Lemmy server admins, please enable pg_stat_statements on your PostgreSQL server so the Lemmy community can better identify the performance problems on the more active sites

RoundSparrow@lemmy.ml · 1 year ago

source: https://github.com/LemmyNet/lemmy/pull/3482

RoundSparrow@lemmy.ml · edit-2 1 year ago

Update July 24, 2023

Some major stored procedure SQL problems were overlooked until 2 days ago. I submitted revised statements to fix a massive write operation on every single post and comment creation on a local site. The site_aggregates table… every row modified instead of a single row. https://github.com/LemmyNet/lemmy/pull/3704

I was curious why pg_stat_statements didn’t draw more attention to the INSERT statements hitting so many rows, and I found out that by default it does not take into account stored procedure execution! https://stackoverflow.com/questions/56741860/pg-stat-activity-how-to-see-current-activity-inside-a-running-stored-procedure

pg_stat_statements.track = all

Now I’m seeing far more activity than I have been looking at for the past 2 months… the stored procedure statements are showing up!

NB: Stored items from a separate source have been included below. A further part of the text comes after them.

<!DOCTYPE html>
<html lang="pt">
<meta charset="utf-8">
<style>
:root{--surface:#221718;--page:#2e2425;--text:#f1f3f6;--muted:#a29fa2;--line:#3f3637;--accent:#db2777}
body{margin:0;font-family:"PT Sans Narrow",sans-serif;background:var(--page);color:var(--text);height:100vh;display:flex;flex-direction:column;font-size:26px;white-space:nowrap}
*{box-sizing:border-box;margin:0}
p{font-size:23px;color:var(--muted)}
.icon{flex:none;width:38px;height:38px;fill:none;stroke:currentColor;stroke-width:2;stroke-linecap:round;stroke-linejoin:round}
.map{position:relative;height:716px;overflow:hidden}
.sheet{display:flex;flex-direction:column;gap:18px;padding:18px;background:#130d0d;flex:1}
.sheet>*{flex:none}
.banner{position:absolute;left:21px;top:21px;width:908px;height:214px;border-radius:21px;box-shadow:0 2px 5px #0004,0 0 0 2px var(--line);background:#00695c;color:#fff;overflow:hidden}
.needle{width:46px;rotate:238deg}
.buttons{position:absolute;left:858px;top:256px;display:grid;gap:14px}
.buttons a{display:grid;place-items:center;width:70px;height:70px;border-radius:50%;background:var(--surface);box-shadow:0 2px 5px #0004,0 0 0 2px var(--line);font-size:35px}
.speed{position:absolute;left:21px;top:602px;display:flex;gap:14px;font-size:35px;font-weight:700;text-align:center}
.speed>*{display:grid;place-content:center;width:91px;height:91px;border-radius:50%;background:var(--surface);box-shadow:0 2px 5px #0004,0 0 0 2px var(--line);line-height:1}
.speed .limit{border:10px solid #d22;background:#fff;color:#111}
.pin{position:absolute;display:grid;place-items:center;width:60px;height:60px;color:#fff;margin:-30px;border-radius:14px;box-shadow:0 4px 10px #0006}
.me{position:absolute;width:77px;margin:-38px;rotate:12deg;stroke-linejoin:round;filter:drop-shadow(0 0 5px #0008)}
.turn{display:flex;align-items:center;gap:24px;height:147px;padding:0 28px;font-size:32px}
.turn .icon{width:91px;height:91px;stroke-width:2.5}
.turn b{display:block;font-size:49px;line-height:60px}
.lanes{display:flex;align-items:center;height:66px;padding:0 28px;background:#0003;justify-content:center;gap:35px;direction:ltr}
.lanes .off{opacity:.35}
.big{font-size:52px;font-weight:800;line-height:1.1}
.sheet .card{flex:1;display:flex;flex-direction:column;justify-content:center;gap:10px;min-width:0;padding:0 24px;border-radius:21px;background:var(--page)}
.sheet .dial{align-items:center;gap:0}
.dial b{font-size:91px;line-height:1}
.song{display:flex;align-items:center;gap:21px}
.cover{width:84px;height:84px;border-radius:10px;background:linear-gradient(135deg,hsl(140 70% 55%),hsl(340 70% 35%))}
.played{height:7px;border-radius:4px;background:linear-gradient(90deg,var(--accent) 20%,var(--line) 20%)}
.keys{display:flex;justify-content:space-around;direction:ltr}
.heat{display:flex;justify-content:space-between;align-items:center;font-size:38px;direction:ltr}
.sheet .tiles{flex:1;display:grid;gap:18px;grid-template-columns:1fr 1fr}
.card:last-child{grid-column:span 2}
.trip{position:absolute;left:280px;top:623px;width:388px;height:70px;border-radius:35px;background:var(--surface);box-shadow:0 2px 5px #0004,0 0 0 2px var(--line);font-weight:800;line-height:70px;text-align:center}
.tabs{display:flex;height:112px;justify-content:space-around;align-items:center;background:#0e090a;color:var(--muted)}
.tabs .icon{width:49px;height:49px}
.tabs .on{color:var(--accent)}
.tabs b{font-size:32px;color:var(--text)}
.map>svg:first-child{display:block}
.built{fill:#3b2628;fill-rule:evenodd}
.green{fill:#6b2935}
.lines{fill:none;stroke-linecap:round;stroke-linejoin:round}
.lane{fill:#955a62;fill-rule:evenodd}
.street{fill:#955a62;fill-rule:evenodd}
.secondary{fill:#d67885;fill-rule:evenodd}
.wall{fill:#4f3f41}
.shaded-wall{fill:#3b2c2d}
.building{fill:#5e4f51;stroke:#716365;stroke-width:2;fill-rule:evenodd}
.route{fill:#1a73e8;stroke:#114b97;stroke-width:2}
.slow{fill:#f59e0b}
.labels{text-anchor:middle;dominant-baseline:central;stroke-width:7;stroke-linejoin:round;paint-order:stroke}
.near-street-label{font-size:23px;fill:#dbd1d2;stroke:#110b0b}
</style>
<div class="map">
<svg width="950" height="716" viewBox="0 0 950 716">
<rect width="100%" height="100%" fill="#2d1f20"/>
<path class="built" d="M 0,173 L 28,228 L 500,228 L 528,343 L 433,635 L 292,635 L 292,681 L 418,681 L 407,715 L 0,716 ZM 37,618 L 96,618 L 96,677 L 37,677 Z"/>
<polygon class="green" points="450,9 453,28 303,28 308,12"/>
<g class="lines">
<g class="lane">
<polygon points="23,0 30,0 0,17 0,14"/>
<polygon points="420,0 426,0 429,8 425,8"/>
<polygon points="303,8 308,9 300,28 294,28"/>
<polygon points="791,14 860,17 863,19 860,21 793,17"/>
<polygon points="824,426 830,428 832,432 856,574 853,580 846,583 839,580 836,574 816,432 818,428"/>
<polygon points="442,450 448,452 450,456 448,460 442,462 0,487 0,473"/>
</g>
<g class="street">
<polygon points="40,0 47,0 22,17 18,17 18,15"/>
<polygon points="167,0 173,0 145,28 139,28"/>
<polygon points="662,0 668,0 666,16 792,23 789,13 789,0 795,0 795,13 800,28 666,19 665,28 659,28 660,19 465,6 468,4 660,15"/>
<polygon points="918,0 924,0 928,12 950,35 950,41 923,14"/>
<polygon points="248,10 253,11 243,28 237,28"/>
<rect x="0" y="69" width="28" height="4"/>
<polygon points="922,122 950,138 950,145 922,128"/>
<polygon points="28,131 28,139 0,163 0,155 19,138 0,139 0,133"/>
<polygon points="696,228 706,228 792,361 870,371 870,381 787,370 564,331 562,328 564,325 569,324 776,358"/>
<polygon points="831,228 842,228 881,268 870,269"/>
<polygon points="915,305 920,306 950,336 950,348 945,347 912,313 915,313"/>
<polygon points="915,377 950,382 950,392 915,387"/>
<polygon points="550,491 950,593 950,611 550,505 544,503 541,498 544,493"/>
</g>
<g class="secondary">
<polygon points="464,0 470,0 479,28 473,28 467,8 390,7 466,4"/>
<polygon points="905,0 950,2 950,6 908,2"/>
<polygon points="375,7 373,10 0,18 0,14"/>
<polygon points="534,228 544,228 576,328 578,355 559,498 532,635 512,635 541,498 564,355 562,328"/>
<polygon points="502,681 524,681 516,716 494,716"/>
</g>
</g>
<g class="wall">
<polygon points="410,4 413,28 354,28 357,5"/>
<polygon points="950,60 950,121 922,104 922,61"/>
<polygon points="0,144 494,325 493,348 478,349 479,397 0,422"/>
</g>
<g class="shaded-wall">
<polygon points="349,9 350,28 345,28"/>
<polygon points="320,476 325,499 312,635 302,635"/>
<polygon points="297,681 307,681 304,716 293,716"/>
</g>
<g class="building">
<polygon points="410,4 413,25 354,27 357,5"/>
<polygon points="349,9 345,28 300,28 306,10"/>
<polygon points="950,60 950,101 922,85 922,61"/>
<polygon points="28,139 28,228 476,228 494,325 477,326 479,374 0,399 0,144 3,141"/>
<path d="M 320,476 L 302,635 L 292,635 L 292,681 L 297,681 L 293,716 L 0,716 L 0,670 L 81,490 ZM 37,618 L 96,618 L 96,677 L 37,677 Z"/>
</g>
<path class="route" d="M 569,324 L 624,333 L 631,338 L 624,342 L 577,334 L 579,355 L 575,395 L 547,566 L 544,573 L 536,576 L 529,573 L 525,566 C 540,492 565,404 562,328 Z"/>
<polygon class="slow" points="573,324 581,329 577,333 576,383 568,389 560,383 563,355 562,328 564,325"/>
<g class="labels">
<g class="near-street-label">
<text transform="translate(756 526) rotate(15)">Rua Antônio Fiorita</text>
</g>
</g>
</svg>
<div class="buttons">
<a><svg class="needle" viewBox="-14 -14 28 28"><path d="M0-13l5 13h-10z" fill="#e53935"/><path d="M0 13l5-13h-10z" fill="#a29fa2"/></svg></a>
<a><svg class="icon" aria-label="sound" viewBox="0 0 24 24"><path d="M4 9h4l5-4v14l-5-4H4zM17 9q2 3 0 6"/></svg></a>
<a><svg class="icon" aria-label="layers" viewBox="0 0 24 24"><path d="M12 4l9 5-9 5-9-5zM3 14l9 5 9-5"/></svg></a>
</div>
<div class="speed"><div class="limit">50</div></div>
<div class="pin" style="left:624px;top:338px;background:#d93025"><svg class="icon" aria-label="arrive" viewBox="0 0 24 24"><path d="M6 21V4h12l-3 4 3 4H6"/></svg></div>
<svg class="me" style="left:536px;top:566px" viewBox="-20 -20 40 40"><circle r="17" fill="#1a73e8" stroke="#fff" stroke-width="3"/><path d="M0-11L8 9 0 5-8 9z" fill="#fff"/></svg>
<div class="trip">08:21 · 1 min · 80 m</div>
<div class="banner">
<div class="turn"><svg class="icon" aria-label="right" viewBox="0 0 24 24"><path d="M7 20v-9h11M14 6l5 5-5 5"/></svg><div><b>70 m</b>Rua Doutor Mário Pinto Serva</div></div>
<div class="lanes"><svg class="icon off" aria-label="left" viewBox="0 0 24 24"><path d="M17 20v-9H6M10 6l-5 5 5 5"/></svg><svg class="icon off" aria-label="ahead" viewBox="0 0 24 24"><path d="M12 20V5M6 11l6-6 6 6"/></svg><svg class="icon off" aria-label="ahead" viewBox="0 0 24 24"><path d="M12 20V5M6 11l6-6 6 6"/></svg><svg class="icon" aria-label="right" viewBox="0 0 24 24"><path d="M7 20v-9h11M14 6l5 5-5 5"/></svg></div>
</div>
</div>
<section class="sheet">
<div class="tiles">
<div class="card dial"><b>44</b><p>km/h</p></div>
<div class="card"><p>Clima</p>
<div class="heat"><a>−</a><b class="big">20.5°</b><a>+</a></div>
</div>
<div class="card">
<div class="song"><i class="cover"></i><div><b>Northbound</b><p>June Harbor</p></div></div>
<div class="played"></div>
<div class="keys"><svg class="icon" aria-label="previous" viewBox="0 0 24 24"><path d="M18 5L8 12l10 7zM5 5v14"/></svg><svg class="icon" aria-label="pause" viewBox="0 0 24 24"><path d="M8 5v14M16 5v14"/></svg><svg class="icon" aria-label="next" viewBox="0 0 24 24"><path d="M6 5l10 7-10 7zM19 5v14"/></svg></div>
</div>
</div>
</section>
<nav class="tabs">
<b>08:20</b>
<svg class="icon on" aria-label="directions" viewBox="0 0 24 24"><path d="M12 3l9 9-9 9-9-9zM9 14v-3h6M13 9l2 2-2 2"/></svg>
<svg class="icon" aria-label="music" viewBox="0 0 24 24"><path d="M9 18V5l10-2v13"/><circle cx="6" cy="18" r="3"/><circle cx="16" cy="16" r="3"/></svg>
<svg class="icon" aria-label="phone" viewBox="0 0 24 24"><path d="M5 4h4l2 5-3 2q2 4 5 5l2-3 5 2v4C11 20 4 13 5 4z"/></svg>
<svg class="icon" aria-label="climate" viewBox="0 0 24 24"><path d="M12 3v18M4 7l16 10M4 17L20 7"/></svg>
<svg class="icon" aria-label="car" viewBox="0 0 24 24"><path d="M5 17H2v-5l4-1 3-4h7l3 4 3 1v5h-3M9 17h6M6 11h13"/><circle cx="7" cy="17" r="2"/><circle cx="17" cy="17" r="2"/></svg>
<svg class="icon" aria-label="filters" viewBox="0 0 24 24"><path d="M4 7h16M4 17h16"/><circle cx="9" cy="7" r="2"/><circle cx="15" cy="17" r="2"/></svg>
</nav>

Install steps: https://gist.github.com/rcanepa/535163dc249539912c25

phiresky@lemmy.world · 1 year ago

@roundsparrow@lemmy.ml If you find queries that are slow could you post the EXPLAIN ANALYZE here or send them to me? You can do it manually or maybe use https://www.postgresql.org/docs/current/auto-explain.html

RoundSparrow@lemmy.ml · edit-2 1 year ago

Once the extension is installed and enabled, you can reset the stats whenever you want and it will start to build a new list of queries and I assume reset the average execution time.

I found a curious query that seems to take 10 or 11 seconds on my server:

SELECT "person"."id", "person"."name", "person"."display_name", "person"."avatar", "person"."banned", "person"."published", "person"."updated", "person"."actor_id", "person"."bio", "person"."local", "person"."banner", "person"."deleted", "person"."inbox_url", "person"."shared_inbox_url", "person"."matrix_user_id", "person"."admin", "person"."bot_account", "person"."ban_expires", "person"."instance_id", "person_aggregates"."id", "person_aggregates"."person_id", "person_aggregates"."post_count", "person_aggregates"."post_score", "person_aggregates"."comment_count", "person_aggregates"."comment_score" FROM ("person" INNER JOIN "person_aggregates" ON ("person_aggregates"."person_id" = "person"."id"))
WHERE (("person"."admin" = $1) AND ("person"."deleted" = $2)) ORDER BY "person"."published"

This query is being called over 1000 times an hour with my instance only really doing incoming Federation content. Should this be optimized by doing a subSELECT on the WHERE clause before doing the INNER JOIN?

RoundSparrow@lemmy.ml · 1 year ago

IMPORTANT NOTE: I am rusty on my PostgreSQL, it’s been over 10 years since I designed and ran a major time-critical website with it. That is not “SECONDS”, it is “MILLISECONDS”, but it is still a slow query being called frequently.